Scientific classification
- Kingdom: Animalia
- Phylum: Chordata
- Class: Aves
- Order: Passeriformes
- Family: Pycnonotidae
- Genus: Hypsipetes
- Species: H. everetti
- Binomial name: Hypsipetes everetti (Tweeddale, 1877)
- Synonyms: Criniger Everetti Tweeddale, 1877; Ixos everetti (Tweeddale, 1877);

= Yellowish bulbul =

- Authority: (Tweeddale, 1877)
- Conservation status: LC
- Synonyms: Criniger Everetti Tweeddale, 1877, Ixos everetti (Tweeddale, 1877)

Species of songbird

The yellowish bulbul (Hypsipetes everetti) is a species of songbird in the bulbul family, Pycnonotidae. It is endemic to the Philippines found only on East Visayas, Mindanao and the Sulu Archipelago. The birds of the Sulu archipelago are sometimes considered a separate species called the Sulu bulbul. This species is declining due to habitat loss.

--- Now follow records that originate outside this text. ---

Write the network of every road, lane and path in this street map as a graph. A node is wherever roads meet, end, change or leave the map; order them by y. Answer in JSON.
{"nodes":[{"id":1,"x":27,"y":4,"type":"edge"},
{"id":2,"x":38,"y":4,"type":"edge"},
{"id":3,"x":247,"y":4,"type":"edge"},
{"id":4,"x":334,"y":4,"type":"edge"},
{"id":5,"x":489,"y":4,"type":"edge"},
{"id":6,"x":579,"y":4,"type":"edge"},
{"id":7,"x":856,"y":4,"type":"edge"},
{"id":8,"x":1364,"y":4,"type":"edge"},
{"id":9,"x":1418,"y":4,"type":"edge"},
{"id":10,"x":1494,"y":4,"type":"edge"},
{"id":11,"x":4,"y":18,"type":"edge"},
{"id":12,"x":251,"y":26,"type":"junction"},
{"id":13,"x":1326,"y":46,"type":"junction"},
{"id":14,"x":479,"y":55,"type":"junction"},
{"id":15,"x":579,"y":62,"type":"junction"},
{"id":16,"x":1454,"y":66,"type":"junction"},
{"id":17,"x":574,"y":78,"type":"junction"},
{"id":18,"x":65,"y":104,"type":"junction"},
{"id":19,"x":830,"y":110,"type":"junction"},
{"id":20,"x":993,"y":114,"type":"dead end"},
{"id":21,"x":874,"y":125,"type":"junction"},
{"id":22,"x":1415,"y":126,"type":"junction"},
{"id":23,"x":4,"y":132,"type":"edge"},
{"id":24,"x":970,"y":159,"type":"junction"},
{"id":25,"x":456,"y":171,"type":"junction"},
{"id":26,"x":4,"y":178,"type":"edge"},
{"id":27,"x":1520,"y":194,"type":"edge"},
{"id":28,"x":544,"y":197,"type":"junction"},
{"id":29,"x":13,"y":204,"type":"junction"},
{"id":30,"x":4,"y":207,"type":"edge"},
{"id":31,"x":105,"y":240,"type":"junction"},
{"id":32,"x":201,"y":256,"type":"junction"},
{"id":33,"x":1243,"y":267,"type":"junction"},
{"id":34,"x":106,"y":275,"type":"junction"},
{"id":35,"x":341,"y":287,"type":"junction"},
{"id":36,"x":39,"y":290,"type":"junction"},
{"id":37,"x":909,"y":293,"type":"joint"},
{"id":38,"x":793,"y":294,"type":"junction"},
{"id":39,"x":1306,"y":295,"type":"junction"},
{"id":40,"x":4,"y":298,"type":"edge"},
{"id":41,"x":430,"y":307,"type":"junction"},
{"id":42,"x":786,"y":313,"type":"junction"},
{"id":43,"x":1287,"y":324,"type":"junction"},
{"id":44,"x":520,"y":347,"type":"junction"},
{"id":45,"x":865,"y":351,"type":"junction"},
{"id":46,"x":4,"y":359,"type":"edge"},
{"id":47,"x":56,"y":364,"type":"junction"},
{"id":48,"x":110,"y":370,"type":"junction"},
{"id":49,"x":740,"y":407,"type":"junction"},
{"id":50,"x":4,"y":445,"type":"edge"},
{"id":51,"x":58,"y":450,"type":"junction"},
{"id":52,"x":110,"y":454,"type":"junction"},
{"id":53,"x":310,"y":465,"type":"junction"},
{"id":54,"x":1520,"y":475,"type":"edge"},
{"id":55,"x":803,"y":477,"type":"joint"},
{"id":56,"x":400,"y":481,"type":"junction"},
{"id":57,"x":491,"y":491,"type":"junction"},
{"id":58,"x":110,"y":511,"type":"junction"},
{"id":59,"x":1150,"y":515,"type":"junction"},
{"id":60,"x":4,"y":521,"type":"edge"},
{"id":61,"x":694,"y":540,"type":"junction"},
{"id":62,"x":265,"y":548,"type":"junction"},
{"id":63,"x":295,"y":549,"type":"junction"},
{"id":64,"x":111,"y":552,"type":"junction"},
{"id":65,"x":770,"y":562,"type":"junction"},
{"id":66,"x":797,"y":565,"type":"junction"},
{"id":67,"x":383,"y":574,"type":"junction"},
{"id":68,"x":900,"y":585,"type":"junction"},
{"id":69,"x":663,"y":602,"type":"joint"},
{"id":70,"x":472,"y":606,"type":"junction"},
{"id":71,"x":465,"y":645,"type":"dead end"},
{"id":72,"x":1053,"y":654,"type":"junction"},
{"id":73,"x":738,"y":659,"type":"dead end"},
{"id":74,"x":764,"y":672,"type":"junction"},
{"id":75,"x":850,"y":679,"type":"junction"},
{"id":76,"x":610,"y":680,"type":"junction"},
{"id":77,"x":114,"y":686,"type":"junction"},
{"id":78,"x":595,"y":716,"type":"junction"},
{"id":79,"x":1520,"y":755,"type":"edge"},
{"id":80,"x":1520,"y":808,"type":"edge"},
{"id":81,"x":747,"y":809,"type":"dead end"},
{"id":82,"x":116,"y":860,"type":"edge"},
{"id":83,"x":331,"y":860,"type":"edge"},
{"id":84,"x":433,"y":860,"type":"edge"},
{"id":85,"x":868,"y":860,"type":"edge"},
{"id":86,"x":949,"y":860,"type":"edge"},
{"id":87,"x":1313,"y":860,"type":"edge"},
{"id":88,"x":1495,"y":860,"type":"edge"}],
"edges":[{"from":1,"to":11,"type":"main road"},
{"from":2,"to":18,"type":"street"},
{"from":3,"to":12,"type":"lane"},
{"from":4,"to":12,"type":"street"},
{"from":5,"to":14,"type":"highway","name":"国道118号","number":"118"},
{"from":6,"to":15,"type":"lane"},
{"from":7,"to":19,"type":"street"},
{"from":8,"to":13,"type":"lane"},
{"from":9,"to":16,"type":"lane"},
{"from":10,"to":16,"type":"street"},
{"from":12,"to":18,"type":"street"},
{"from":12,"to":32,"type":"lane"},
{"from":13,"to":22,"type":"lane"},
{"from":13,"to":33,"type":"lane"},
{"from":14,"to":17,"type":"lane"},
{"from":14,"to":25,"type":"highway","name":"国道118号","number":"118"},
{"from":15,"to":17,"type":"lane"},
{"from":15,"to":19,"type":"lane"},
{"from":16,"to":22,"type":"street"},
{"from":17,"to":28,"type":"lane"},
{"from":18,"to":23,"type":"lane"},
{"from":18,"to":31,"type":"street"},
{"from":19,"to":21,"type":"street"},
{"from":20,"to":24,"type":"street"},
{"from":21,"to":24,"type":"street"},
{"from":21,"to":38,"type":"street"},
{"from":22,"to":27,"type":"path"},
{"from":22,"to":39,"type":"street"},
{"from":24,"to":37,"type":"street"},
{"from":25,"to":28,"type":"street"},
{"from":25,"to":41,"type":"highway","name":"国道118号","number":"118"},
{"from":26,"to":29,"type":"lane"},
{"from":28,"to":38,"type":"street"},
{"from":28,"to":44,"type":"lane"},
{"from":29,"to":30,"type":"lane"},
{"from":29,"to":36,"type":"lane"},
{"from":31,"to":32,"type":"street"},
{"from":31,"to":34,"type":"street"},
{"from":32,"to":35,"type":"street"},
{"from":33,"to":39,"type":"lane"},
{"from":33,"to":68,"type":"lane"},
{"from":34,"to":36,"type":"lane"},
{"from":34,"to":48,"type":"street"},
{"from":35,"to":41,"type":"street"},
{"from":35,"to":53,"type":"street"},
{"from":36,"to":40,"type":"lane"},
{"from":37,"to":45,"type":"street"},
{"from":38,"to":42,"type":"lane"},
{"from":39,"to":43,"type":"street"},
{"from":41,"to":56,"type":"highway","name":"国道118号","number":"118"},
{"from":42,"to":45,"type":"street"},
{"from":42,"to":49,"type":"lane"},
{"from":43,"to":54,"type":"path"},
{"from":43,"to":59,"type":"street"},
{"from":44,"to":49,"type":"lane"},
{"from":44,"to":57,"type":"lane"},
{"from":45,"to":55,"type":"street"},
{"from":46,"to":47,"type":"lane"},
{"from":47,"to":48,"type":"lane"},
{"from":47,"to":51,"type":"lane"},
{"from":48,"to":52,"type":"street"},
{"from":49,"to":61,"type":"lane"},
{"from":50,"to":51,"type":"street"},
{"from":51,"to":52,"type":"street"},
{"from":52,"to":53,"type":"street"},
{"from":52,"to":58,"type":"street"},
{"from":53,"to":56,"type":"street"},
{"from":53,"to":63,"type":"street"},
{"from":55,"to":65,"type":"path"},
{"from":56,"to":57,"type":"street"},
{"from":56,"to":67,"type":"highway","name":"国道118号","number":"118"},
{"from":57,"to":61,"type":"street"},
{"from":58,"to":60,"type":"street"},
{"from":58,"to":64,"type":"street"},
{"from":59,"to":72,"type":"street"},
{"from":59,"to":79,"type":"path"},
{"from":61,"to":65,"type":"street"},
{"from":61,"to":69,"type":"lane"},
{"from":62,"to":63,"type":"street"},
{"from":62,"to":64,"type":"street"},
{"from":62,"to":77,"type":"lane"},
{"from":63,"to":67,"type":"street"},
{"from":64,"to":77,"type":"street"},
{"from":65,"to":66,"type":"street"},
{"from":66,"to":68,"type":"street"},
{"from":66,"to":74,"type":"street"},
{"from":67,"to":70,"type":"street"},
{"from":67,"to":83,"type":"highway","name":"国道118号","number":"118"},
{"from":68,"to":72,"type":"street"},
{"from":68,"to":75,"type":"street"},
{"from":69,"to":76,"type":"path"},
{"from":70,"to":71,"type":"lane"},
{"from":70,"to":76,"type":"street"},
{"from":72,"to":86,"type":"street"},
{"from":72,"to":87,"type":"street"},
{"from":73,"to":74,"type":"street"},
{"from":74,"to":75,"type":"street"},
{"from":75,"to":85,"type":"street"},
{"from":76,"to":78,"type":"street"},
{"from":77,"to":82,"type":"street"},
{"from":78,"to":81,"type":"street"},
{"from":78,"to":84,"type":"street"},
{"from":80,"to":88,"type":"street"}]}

== Description and taxonomy ==
The Camiguin bulbul (H. catarmanensis) of Camiguin Sur was formerly considered a subspecies, but more recent studies have found it to be a distinct species The yellowish bulbul is differentiated by its olive green cap, lighter plummage, smaller size and through its call.

=== Subspecies ===
Two subspecies are currently recognized:
- H. e. everetti – (Tweeddale, 1877): Found in east-central and south-eastern Philippines
- Sulu bulbul (H. e. haynaldi) – (Blasius, W, 1890): Originally described as a separate species in the genus Criniger. Found in the Sulu Archipelago (south-western Philippines)

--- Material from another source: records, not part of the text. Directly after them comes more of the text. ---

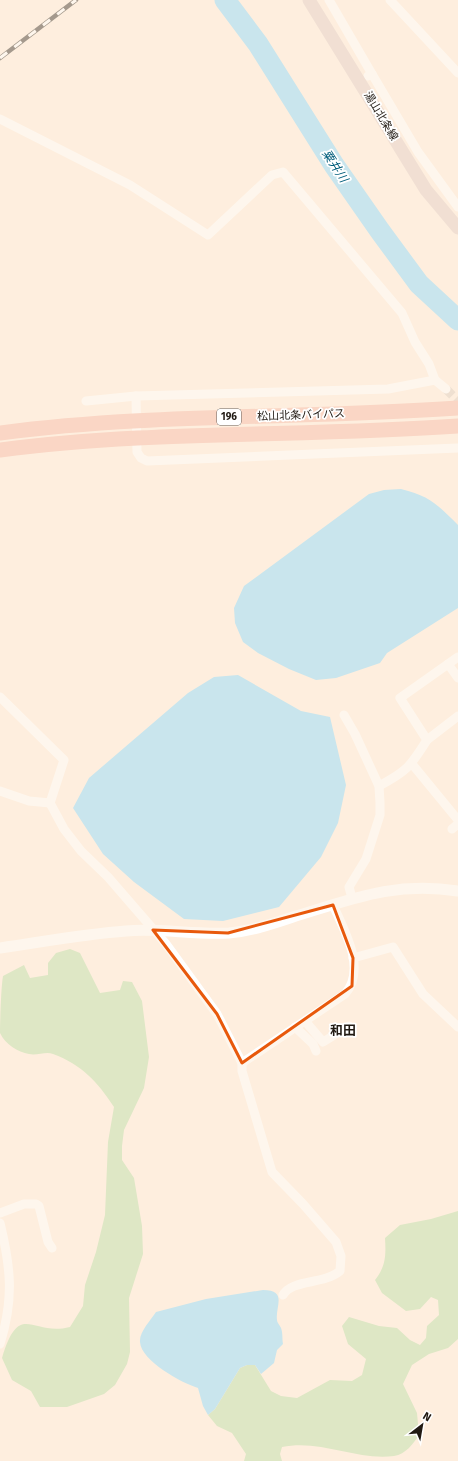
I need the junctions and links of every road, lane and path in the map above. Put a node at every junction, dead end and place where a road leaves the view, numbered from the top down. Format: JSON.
{"nodes":[{"id":1,"x":309,"y":0,"type":"edge"},
{"id":2,"x":329,"y":0,"type":"edge"},
{"id":3,"x":390,"y":0,"type":"edge"},
{"id":4,"x":458,"y":73,"type":"edge"},
{"id":5,"x":372,"y":74,"type":"junction"},
{"id":6,"x":360,"y":81,"type":"junction"},
{"id":7,"x":0,"y":119,"type":"edge"},
{"id":8,"x":458,"y":207,"type":"edge"},
{"id":9,"x":458,"y":228,"type":"edge"},
{"id":10,"x":435,"y":380,"type":"junction"},
{"id":11,"x":446,"y":389,"type":"tunnel mouth"},
{"id":12,"x":136,"y":396,"type":"junction"},
{"id":13,"x":86,"y":401,"type":"dead end"},
{"id":14,"x":458,"y":408,"type":"edge"},
{"id":15,"x":135,"y":420,"type":"junction"},
{"id":16,"x":458,"y":426,"type":"edge"},
{"id":17,"x":0,"y":433,"type":"edge"},
{"id":18,"x":136,"y":438,"type":"junction"},
{"id":19,"x":458,"y":448,"type":"edge"},
{"id":20,"x":0,"y":450,"type":"edge"},
{"id":21,"x":458,"y":657,"type":"edge"},
{"id":22,"x":448,"y":664,"type":"junction"},
{"id":23,"x":458,"y":678,"type":"edge"},
{"id":24,"x":0,"y":697,"type":"edge"},
{"id":25,"x":344,"y":715,"type":"dead end"},
{"id":26,"x":458,"y":716,"type":"edge"},
{"id":27,"x":426,"y":740,"type":"junction"},
{"id":28,"x":412,"y":764,"type":"junction"},
{"id":29,"x":379,"y":786,"type":"junction"},
{"id":30,"x":0,"y":791,"type":"edge"},
{"id":31,"x":50,"y":803,"type":"junction"},
{"id":32,"x":458,"y":820,"type":"edge"},
{"id":33,"x":458,"y":891,"type":"edge"},
{"id":34,"x":352,"y":898,"type":"junction"},
{"id":35,"x":333,"y":905,"type":"junction"},
{"id":36,"x":153,"y":930,"type":"junction"},
{"id":37,"x":0,"y":948,"type":"edge"},
{"id":38,"x":354,"y":958,"type":"junction"},
{"id":39,"x":305,"y":1021,"type":"junction"},
{"id":40,"x":349,"y":1026,"type":"dead end"},
{"id":41,"x":295,"y":1027,"type":"junction"},
{"id":42,"x":458,"y":1028,"type":"edge"},
{"id":43,"x":316,"y":1051,"type":"dead end"},
{"id":44,"x":242,"y":1063,"type":"junction"},
{"id":45,"x":0,"y":1213,"type":"edge"},
{"id":46,"x":0,"y":1223,"type":"edge"},
{"id":47,"x":52,"y":1248,"type":"dead end"},
{"id":48,"x":283,"y":1295,"type":"dead end"},
{"id":49,"x":0,"y":1344,"type":"edge"}],
"edges":[{"from":1,"to":6,"type":"main road","name":"湯山北条線"},
{"from":2,"to":5,"type":"street"},
{"from":3,"to":4,"type":"street"},
{"from":5,"to":6,"type":"street"},
{"from":5,"to":8,"type":"street"},
{"from":6,"to":9,"type":"main road","name":"湯山北条線"},
{"from":7,"to":10,"type":"street"},
{"from":10,"to":11,"type":"street"},
{"from":10,"to":12,"type":"street"},
{"from":12,"to":13,"type":"street"},
{"from":12,"to":15,"type":"street"},
{"from":14,"to":15,"type":"highway","name":"松山北条バイパス","number":"196"},
{"from":15,"to":17,"type":"highway","name":"松山北条バイパス","number":"196"},
{"from":15,"to":18,"type":"street"},
{"from":16,"to":18,"type":"highway","name":"松山北条バイパス","number":"196"},
{"from":18,"to":19,"type":"street"},
{"from":18,"to":20,"type":"highway","name":"松山北条バイパス","number":"196"},
{"from":21,"to":22,"type":"street"},
{"from":22,"to":23,"type":"street"},
{"from":22,"to":27,"type":"street"},
{"from":24,"to":31,"type":"street"},
{"from":25,"to":29,"type":"street"},
{"from":26,"to":27,"type":"street"},
{"from":27,"to":28,"type":"street"},
{"from":28,"to":29,"type":"street"},
{"from":28,"to":32,"type":"street"},
{"from":29,"to":34,"type":"street"},
{"from":30,"to":31,"type":"street"},
{"from":31,"to":36,"type":"street"},
{"from":33,"to":34,"type":"street"},
{"from":34,"to":35,"type":"street"},
{"from":35,"to":36,"type":"street"},
{"from":35,"to":38,"type":"street"},
{"from":36,"to":37,"type":"street"},
{"from":36,"to":44,"type":"street"},
{"from":38,"to":39,"type":"street"},
{"from":38,"to":42,"type":"street"},
{"from":39,"to":40,"type":"street"},
{"from":39,"to":41,"type":"street"},
{"from":41,"to":43,"type":"street"},
{"from":41,"to":44,"type":"street"},
{"from":44,"to":48,"type":"street"},
{"from":45,"to":47,"type":"street"},
{"from":46,"to":49,"type":"street"}]}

== Ecology and behavior ==
The diet of the consists of insects and fruit but not much is known about the specifics. Seen in small groups or joins mixed flocks with other forest birds.

Barely anything is known about this species breeding behaviour. Birds in breeding condition with enlarged gonads collected in April to August. Otherwise, mating, nest and fledgling stages of this bird are all undescribed.

== Habitat and conservation status ==
It is found in tropical moist lowland forest up to 1,000 meters above sea level.

The International Union for Conservation of Nature recognizes the Yellowish bulbul as two separate species. It lists the Yellowish bulbul as Least-concern species as it remains common throughout most of its range across Mindanao and East Visayas. Occurs in a few protected areas like Samar Island Natural Park, Mount Apo and Mount Kitanglad but actual protection and enforcement from illegal logging and hunting are lax.

The Sulu bulbul is assessed as Near-threatened species due it is relatively small range. The islands on the Sulu Archipelago have mostly been deforested.